● ASSIGNMENT
Check each line of the listing below for the string "path", and copy the ones that have it.

● PROVIDED DATA

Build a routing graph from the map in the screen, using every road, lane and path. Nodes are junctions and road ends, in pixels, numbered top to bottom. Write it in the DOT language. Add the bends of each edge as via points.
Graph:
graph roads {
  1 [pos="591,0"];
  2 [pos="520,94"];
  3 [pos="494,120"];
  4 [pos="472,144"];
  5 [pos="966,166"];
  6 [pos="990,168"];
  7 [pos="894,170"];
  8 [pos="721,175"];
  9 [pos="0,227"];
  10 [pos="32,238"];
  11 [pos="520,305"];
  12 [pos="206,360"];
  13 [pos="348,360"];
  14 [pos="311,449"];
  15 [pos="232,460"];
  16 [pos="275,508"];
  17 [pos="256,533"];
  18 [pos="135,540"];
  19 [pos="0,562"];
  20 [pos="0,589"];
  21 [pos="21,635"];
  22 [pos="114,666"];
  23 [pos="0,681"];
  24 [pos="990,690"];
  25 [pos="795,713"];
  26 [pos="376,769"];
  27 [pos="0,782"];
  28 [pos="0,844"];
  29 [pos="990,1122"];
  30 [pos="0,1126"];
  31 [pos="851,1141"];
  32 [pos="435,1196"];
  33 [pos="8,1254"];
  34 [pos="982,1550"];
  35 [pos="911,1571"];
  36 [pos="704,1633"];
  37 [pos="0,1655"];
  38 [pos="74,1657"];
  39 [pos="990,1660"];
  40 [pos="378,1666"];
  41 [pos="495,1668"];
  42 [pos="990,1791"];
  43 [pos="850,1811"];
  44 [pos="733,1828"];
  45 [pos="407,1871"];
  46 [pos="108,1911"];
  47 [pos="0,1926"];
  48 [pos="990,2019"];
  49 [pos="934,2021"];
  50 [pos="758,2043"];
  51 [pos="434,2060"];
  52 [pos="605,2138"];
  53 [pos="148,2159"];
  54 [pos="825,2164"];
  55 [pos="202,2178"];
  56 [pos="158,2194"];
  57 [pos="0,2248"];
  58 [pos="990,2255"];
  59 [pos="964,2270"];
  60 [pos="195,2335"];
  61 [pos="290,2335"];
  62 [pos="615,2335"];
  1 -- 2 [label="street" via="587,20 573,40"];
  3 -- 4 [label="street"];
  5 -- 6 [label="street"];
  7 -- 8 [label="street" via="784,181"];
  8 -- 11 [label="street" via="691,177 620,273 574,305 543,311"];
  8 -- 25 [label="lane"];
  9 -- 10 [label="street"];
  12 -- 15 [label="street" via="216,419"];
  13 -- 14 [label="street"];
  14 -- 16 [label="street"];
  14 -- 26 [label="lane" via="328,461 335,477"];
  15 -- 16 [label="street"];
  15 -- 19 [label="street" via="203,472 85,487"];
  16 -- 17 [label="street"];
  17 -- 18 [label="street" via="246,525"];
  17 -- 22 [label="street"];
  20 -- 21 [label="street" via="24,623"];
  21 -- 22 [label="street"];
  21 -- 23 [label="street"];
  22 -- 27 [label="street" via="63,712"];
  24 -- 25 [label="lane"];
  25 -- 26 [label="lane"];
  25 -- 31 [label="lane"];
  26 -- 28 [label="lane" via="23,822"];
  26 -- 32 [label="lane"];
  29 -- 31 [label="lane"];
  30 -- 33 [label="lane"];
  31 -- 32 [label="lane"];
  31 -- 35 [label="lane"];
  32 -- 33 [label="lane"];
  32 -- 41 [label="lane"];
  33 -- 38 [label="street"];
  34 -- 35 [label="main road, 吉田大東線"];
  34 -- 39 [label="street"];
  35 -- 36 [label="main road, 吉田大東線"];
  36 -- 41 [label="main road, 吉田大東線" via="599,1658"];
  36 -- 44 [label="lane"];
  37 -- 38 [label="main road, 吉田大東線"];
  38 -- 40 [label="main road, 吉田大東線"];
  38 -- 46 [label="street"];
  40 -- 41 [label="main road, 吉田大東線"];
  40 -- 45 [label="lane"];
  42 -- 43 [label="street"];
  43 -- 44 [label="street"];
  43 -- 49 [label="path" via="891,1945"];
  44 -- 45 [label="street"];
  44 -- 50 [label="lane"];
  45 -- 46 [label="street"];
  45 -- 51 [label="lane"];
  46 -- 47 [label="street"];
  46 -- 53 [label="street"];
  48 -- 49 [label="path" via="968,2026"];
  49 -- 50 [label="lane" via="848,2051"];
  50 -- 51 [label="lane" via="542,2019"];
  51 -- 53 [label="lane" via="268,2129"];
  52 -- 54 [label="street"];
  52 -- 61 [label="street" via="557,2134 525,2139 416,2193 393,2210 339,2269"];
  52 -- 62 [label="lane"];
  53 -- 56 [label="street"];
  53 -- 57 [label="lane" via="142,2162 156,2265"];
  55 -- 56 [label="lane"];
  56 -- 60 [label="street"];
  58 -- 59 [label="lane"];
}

● REPLY TO THE TASK
Build a routing graph from the map in the screen, using every road, lane and path. Nodes are junctions and road ends, in pixels, numbered top to bottom. Write it in the DOT language. Add the bends of each edge as via points.
  43 -- 49 [label="path" via="891,1945"];
  48 -- 49 [label="path" via="968,2026"];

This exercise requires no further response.